### Task to complete
Every record must appear in your reply exactly as written.

### Records to use
────────────────

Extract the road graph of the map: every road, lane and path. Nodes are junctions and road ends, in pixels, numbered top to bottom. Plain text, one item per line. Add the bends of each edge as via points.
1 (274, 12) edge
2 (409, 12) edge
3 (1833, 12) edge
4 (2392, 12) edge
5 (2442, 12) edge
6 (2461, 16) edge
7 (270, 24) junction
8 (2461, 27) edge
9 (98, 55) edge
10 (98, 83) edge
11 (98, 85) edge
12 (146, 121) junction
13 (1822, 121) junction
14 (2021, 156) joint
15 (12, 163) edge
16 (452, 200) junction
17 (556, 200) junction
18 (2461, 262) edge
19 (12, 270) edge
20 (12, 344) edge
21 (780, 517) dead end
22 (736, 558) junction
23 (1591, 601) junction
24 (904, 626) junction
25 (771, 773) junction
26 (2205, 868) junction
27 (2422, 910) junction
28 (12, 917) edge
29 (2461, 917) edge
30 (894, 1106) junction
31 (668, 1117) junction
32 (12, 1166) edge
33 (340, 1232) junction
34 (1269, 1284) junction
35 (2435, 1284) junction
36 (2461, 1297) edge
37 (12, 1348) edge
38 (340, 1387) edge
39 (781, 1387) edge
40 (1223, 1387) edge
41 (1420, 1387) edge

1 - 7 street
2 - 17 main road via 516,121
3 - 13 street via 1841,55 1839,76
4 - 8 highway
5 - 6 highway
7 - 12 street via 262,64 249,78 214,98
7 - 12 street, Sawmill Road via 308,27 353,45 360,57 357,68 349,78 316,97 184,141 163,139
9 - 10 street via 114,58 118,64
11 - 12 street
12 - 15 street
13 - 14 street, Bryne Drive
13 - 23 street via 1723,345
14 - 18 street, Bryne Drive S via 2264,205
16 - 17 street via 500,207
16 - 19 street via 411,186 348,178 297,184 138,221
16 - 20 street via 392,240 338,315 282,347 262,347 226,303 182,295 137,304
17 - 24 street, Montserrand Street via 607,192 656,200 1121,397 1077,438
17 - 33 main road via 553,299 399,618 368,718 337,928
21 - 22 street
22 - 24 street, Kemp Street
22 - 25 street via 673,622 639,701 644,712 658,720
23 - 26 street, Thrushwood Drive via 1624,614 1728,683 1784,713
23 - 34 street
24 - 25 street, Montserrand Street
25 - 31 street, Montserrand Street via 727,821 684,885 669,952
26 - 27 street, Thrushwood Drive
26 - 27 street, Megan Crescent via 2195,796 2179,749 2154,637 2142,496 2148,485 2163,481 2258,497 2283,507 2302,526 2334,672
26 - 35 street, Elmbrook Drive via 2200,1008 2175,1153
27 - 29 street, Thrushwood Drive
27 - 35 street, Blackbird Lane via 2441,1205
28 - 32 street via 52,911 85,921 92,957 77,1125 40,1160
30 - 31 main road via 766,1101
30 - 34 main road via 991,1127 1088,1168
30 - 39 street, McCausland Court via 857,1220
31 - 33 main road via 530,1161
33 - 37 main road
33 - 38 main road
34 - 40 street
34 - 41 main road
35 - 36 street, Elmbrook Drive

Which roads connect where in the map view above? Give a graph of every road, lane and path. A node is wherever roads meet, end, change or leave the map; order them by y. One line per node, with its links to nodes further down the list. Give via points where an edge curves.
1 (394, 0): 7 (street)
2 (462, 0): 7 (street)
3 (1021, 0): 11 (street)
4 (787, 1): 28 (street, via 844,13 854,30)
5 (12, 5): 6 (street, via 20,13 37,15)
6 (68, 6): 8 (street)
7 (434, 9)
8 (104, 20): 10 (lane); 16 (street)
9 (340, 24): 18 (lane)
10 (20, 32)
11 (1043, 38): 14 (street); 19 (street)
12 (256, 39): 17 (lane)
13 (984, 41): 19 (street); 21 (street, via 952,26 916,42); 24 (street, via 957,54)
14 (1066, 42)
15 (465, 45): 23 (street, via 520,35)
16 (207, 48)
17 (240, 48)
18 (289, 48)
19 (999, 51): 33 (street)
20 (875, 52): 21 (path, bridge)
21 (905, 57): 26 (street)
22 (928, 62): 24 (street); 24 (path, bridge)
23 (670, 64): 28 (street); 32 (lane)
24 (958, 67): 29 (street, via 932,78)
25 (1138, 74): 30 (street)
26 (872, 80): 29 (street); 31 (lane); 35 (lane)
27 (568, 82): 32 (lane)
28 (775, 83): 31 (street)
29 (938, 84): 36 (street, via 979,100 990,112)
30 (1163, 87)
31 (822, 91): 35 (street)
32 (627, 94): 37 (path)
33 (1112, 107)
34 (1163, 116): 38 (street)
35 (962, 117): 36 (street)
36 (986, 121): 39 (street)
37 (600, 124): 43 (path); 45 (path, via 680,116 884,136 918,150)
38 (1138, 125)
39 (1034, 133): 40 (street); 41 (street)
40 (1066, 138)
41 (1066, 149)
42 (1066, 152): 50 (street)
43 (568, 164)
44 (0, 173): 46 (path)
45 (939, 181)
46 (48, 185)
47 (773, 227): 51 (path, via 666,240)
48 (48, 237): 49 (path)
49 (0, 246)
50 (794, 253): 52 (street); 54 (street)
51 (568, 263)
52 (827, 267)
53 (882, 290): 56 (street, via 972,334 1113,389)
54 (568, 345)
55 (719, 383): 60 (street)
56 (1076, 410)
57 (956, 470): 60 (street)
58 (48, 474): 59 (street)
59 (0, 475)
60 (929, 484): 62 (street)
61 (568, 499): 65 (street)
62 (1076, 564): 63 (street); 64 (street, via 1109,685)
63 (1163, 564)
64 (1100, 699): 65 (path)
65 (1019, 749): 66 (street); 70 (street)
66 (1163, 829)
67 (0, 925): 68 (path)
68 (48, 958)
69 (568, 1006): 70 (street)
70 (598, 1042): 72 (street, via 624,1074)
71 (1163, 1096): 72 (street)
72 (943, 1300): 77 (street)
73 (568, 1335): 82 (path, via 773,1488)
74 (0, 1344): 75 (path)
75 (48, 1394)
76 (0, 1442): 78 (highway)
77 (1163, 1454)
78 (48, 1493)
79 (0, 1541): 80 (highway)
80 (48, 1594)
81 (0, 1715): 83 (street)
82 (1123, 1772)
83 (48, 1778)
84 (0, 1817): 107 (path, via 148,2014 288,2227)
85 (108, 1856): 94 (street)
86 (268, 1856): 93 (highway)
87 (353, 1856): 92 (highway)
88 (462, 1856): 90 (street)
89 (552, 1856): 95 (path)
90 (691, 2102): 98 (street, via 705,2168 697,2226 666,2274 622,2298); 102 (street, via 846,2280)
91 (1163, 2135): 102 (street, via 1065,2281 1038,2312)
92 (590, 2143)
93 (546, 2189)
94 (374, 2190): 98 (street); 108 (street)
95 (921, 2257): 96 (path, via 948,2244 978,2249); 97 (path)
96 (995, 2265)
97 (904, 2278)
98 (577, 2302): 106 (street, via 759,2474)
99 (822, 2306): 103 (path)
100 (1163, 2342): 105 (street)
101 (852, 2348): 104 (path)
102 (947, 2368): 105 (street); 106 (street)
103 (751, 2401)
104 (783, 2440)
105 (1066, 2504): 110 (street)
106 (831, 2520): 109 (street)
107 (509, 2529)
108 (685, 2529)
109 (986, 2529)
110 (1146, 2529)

────────────────

### Task answer
Extract the road graph of the map: every road, lane and path. Nodes are junctions and road ends, in pixels, numbered top to bottom. Plain text, one item per line. Add the bends of each edge as via points.
1 (274, 12) edge
2 (409, 12) edge
3 (1833, 12) edge
4 (2392, 12) edge
5 (2442, 12) edge
6 (2461, 16) edge
7 (270, 24) junction
8 (2461, 27) edge
9 (98, 55) edge
10 (98, 83) edge
11 (98, 85) edge
12 (146, 121) junction
13 (1822, 121) junction
14 (2021, 156) joint
15 (12, 163) edge
16 (452, 200) junction
17 (556, 200) junction
18 (2461, 262) edge
19 (12, 270) edge
20 (12, 344) edge
21 (780, 517) dead end
22 (736, 558) junction
23 (1591, 601) junction
24 (904, 626) junction
25 (771, 773) junction
26 (2205, 868) junction
27 (2422, 910) junction
28 (12, 917) edge
29 (2461, 917) edge
30 (894, 1106) junction
31 (668, 1117) junction
32 (12, 1166) edge
33 (340, 1232) junction
34 (1269, 1284) junction
35 (2435, 1284) junction
36 (2461, 1297) edge
37 (12, 1348) edge
38 (340, 1387) edge
39 (781, 1387) edge
40 (1223, 1387) edge
41 (1420, 1387) edge

1 - 7 street
2 - 17 main road via 516,121
3 - 13 street via 1841,55 1839,76
4 - 8 highway
5 - 6 highway
7 - 12 street via 262,64 249,78 214,98
7 - 12 street, Sawmill Road via 308,27 353,45 360,57 357,68 349,78 316,97 184,141 163,139
9 - 10 street via 114,58 118,64
11 - 12 street
12 - 15 street
13 - 14 street, Bryne Drive
13 - 23 street via 1723,345
14 - 18 street, Bryne Drive S via 2264,205
16 - 17 street via 500,207
16 - 19 street via 411,186 348,178 297,184 138,221
16 - 20 street via 392,240 338,315 282,347 262,347 226,303 182,295 137,304
17 - 24 street, Montserrand Street via 607,192 656,200 1121,397 1077,438
17 - 33 main road via 553,299 399,618 368,718 337,928
21 - 22 street
22 - 24 street, Kemp Street
22 - 25 street via 673,622 639,701 644,712 658,720
23 - 26 street, Thrushwood Drive via 1624,614 1728,683 1784,713
23 - 34 street
24 - 25 street, Montserrand Street
25 - 31 street, Montserrand Street via 727,821 684,885 669,952
26 - 27 street, Thrushwood Drive
26 - 27 street, Megan Crescent via 2195,796 2179,749 2154,637 2142,496 2148,485 2163,481 2258,497 2283,507 2302,526 2334,672
26 - 35 street, Elmbrook Drive via 2200,1008 2175,1153
27 - 29 street, Thrushwood Drive
27 - 35 street, Blackbird Lane via 2441,1205
28 - 32 street via 52,911 85,921 92,957 77,1125 40,1160
30 - 31 main road via 766,1101
30 - 34 main road via 991,1127 1088,1168
30 - 39 street, McCausland Court via 857,1220
31 - 33 main road via 530,1161
33 - 37 main road
33 - 38 main road
34 - 40 street
34 - 41 main road
35 - 36 street, Elmbrook Drive

Which roads connect where in the map view above? Give a graph of every road, lane and path. A node is wherever roads meet, end, change or leave the map; order them by y. One line per node, with its links to nodes further down the list. Give via points where an edge curves.
1 (394, 0): 7 (street)
2 (462, 0): 7 (street)
3 (1021, 0): 11 (street)
4 (787, 1): 28 (street, via 844,13 854,30)
5 (12, 5): 6 (street, via 20,13 37,15)
6 (68, 6): 8 (street)
7 (434, 9)
8 (104, 20): 10 (lane); 16 (street)
9 (340, 24): 18 (lane)
10 (20, 32)
11 (1043, 38): 14 (street); 19 (street)
12 (256, 39): 17 (lane)
13 (984, 41): 19 (street); 21 (street, via 952,26 916,42); 24 (street, via 957,54)
14 (1066, 42)
15 (465, 45): 23 (street, via 520,35)
16 (207, 48)
17 (240, 48)
18 (289, 48)
19 (999, 51): 33 (street)
20 (875, 52): 21 (path, bridge)
21 (905, 57): 26 (street)
22 (928, 62): 24 (street); 24 (path, bridge)
23 (670, 64): 28 (street); 32 (lane)
24 (958, 67): 29 (street, via 932,78)
25 (1138, 74): 30 (street)
26 (872, 80): 29 (street); 31 (lane); 35 (lane)
27 (568, 82): 32 (lane)
28 (775, 83): 31 (street)
29 (938, 84): 36 (street, via 979,100 990,112)
30 (1163, 87)
31 (822, 91): 35 (street)
32 (627, 94): 37 (path)
33 (1112, 107)
34 (1163, 116): 38 (street)
35 (962, 117): 36 (street)
36 (986, 121): 39 (street)
37 (600, 124): 43 (path); 45 (path, via 680,116 884,136 918,150)
38 (1138, 125)
39 (1034, 133): 40 (street); 41 (street)
40 (1066, 138)
41 (1066, 149)
42 (1066, 152): 50 (street)
43 (568, 164)
44 (0, 173): 46 (path)
45 (939, 181)
46 (48, 185)
47 (773, 227): 51 (path, via 666,240)
48 (48, 237): 49 (path)
49 (0, 246)
50 (794, 253): 52 (street); 54 (street)
51 (568, 263)
52 (827, 267)
53 (882, 290): 56 (street, via 972,334 1113,389)
54 (568, 345)
55 (719, 383): 60 (street)
56 (1076, 410)
57 (956, 470): 60 (street)
58 (48, 474): 59 (street)
59 (0, 475)
60 (929, 484): 62 (street)
61 (568, 499): 65 (street)
62 (1076, 564): 63 (street); 64 (street, via 1109,685)
63 (1163, 564)
64 (1100, 699): 65 (path)
65 (1019, 749): 66 (street); 70 (street)
66 (1163, 829)
67 (0, 925): 68 (path)
68 (48, 958)
69 (568, 1006): 70 (street)
70 (598, 1042): 72 (street, via 624,1074)
71 (1163, 1096): 72 (street)
72 (943, 1300): 77 (street)
73 (568, 1335): 82 (path, via 773,1488)
74 (0, 1344): 75 (path)
75 (48, 1394)
76 (0, 1442): 78 (highway)
77 (1163, 1454)
78 (48, 1493)
79 (0, 1541): 80 (highway)
80 (48, 1594)
81 (0, 1715): 83 (street)
82 (1123, 1772)
83 (48, 1778)
84 (0, 1817): 107 (path, via 148,2014 288,2227)
85 (108, 1856): 94 (street)
86 (268, 1856): 93 (highway)
87 (353, 1856): 92 (highway)
88 (462, 1856): 90 (street)
89 (552, 1856): 95 (path)
90 (691, 2102): 98 (street, via 705,2168 697,2226 666,2274 622,2298); 102 (street, via 846,2280)
91 (1163, 2135): 102 (street, via 1065,2281 1038,2312)
92 (590, 2143)
93 (546, 2189)
94 (374, 2190): 98 (street); 108 (street)
95 (921, 2257): 96 (path, via 948,2244 978,2249); 97 (path)
96 (995, 2265)
97 (904, 2278)
98 (577, 2302): 106 (street, via 759,2474)
99 (822, 2306): 103 (path)
100 (1163, 2342): 105 (street)
101 (852, 2348): 104 (path)
102 (947, 2368): 105 (street); 106 (street)
103 (751, 2401)
104 (783, 2440)
105 (1066, 2504): 110 (street)
106 (831, 2520): 109 (street)
107 (509, 2529)
108 (685, 2529)
109 (986, 2529)
110 (1146, 2529)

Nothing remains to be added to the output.